Mazzolari Angelica, Afzal Avid M, Pedretti Alessandro, Testa Bernard, Vistoli Giulio, Bender Andreas
Dipartimento di Scienze Farmaceutiche, Facoltà di Scienze del Farmaco, Università degli Studi di Milano, Via Mangiagalli, I-20133 Milano, Italy.
Centre for Molecular Informatics, Department of Chemistry, University of Cambridge, Lensfield Road, CB2 1EW Cambridge, U.K.
ACS Med Chem Lett. 2019 Feb 12;10(4):633-638. doi: 10.1021/acsmedchemlett.8b00603. eCollection 2019 Apr 11.
Even though glucuronidations are the most frequent metabolic reactions of conjugation, both in quantitative and qualitative terms, they have rather seldom been investigated using computational approaches. To fill this gap, we have used the manually collected MetaQSAR metabolic reaction database to generate two models for the prediction of UGT-mediated metabolism, both based on molecular descriptors and implementing the Random Forest algorithm. The first model predicts the occurrence of the reaction and was internally validated with a Matthew correlation coefficient (MCC) of 0.76 and an area under the ROC curve (AUC) of 0.94, and further externally validated using a test set composed of 120 additional xenobiotics (MCC of 0.70 and AUC of 0.90). The second model distinguishes between O- and N-glucuronidations and was optimized by the random undersampling procedure to improve the predictive accuracy during the internal validation, with the recall measure of the minority class increasing from 0.55 to 0.78.

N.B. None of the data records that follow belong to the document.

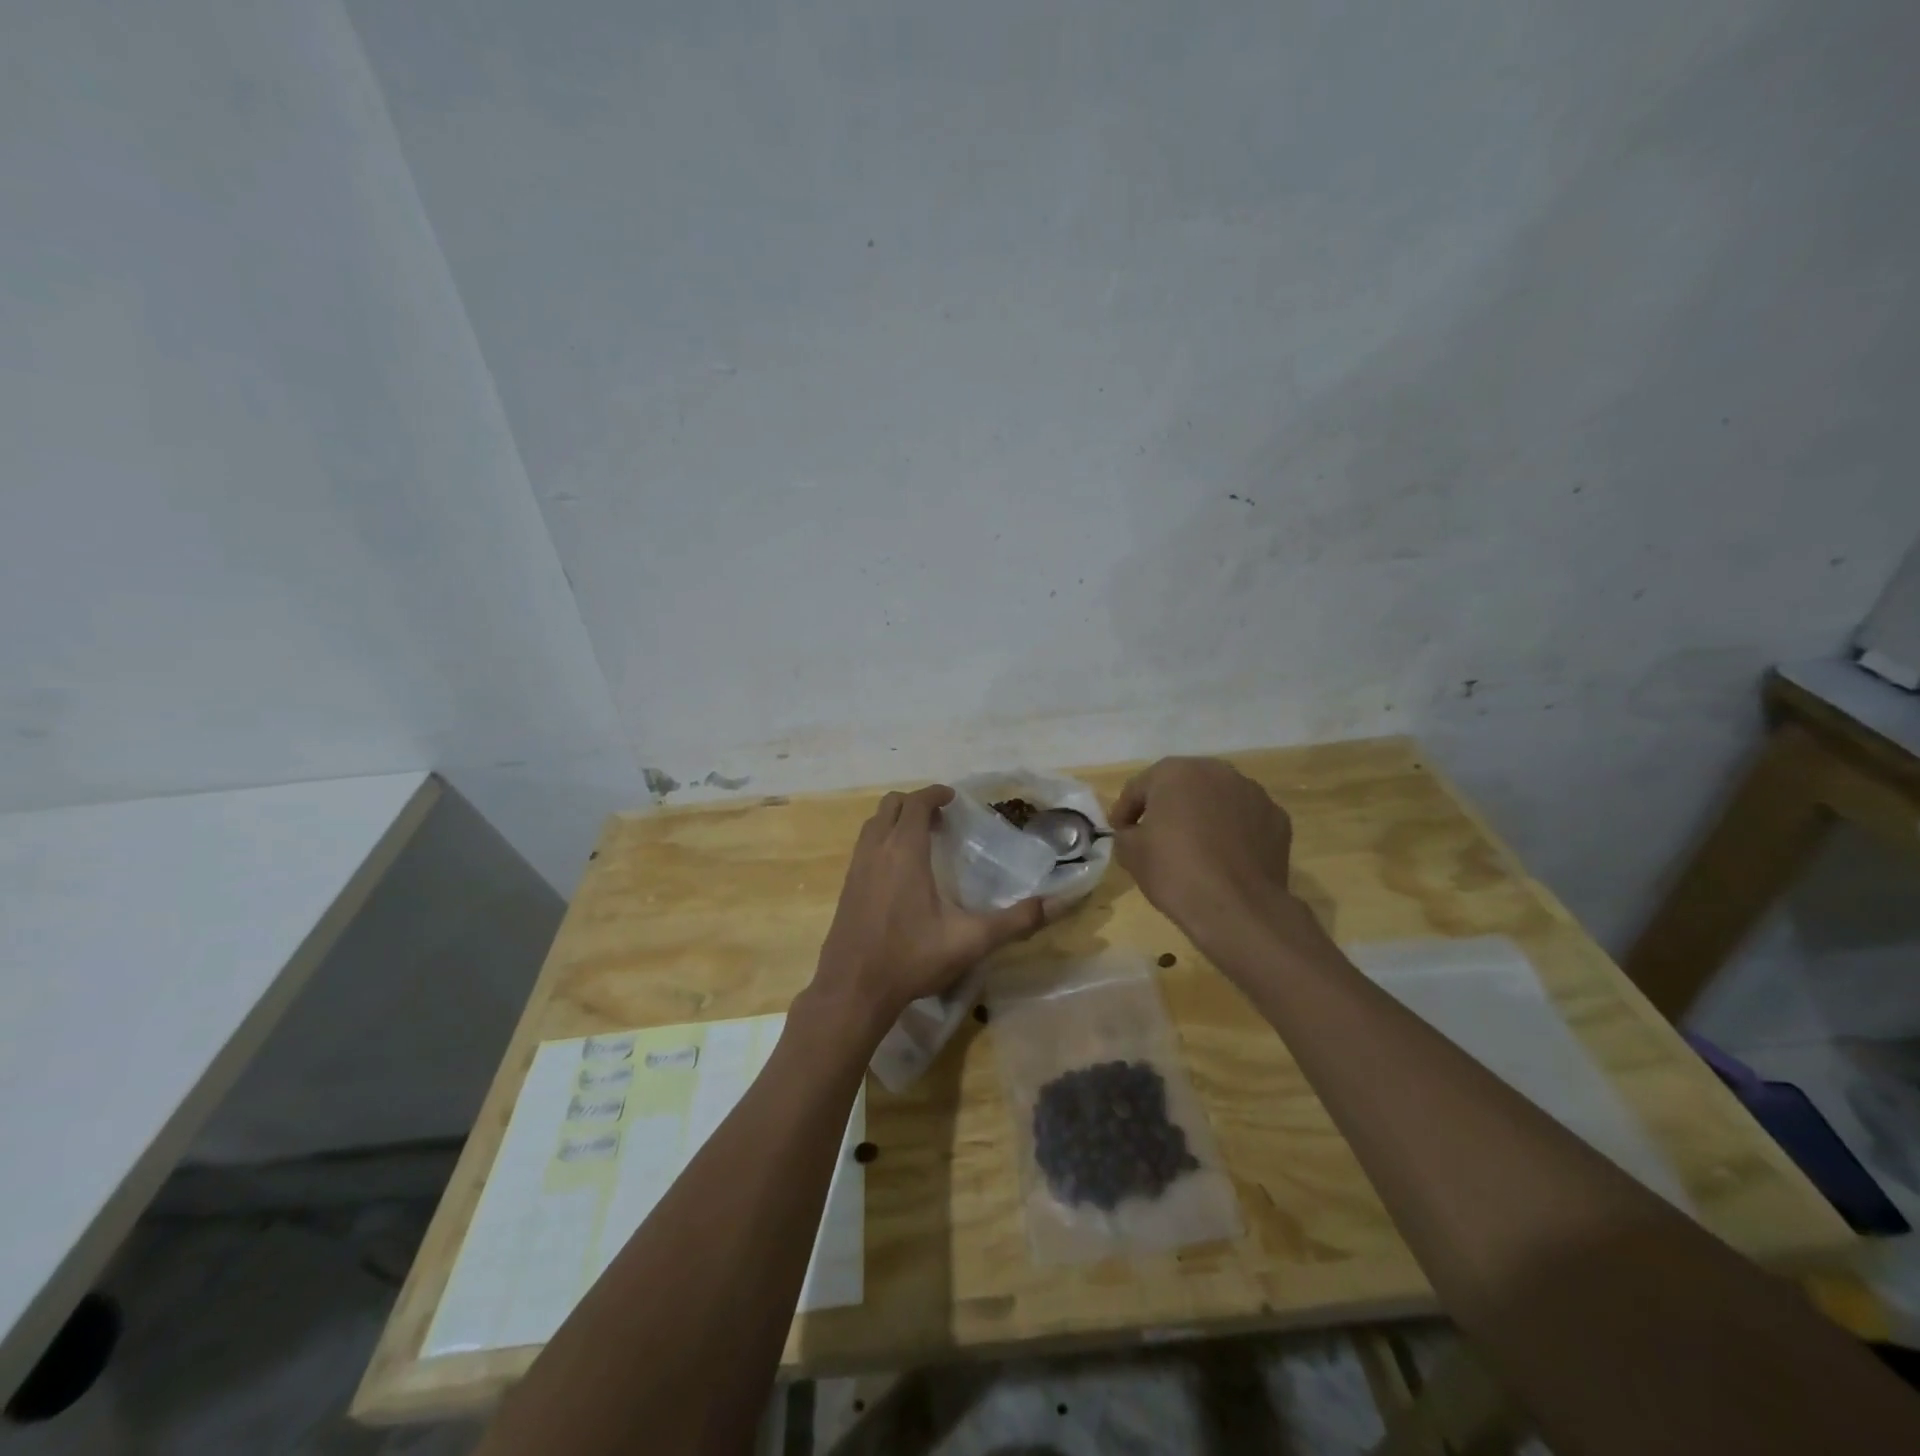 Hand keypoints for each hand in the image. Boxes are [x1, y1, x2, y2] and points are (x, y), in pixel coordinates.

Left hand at [808, 786, 1045, 1039]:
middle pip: (891, 805)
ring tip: (922, 840)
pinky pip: (864, 845)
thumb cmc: (912, 958)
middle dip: (915, 803)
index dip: (935, 794)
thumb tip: (1057, 904)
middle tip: (941, 820)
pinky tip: (899, 872)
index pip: (916, 803)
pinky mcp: (846, 886)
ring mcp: (856, 867)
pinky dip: (882, 840)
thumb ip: (1015, 921)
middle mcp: (877, 850)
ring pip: (874, 824)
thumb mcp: (971, 941)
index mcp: (905, 851)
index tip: (953, 798)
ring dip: (896, 821)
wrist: (853, 990)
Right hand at [1112, 757, 1319, 962]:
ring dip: (1203, 815)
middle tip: (1156, 834)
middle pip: (1182, 786)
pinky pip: (1244, 820)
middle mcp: (1217, 771)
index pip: (1139, 787)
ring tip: (1195, 847)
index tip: (1120, 831)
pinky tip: (1226, 858)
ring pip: (1217, 799)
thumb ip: (1125, 833)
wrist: (1237, 908)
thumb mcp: (1130, 853)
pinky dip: (1233, 832)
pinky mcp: (1277, 819)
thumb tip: (1134, 833)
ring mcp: (1253, 793)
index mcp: (1175, 772)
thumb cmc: (1175, 871)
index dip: (1125, 811)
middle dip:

尽管从数量和质量方面来看,葡萄糖醛酸化反应是最常见的结合代谢反应,但使用计算方法对其进行研究的情况却相当少见。为了填补这一空白,我们使用了人工收集的MetaQSAR代谢反应数据库,基于分子描述符并采用随机森林算法,生成了两个用于预测UGT介导代谢的模型。第一个模型预测反应的发生情况,内部验证时马修斯相关系数(MCC)为0.76,ROC曲线下面积(AUC)为0.94,并且使用由另外120种异生素组成的测试集进行了进一步外部验证(MCC为0.70,AUC为0.90)。第二个模型区分O-葡萄糖醛酸化和N-葡萄糖醛酸化,并通过随机欠采样程序进行优化,以提高内部验证期间的预测准确性,少数类别的召回率从0.55提高到了0.78。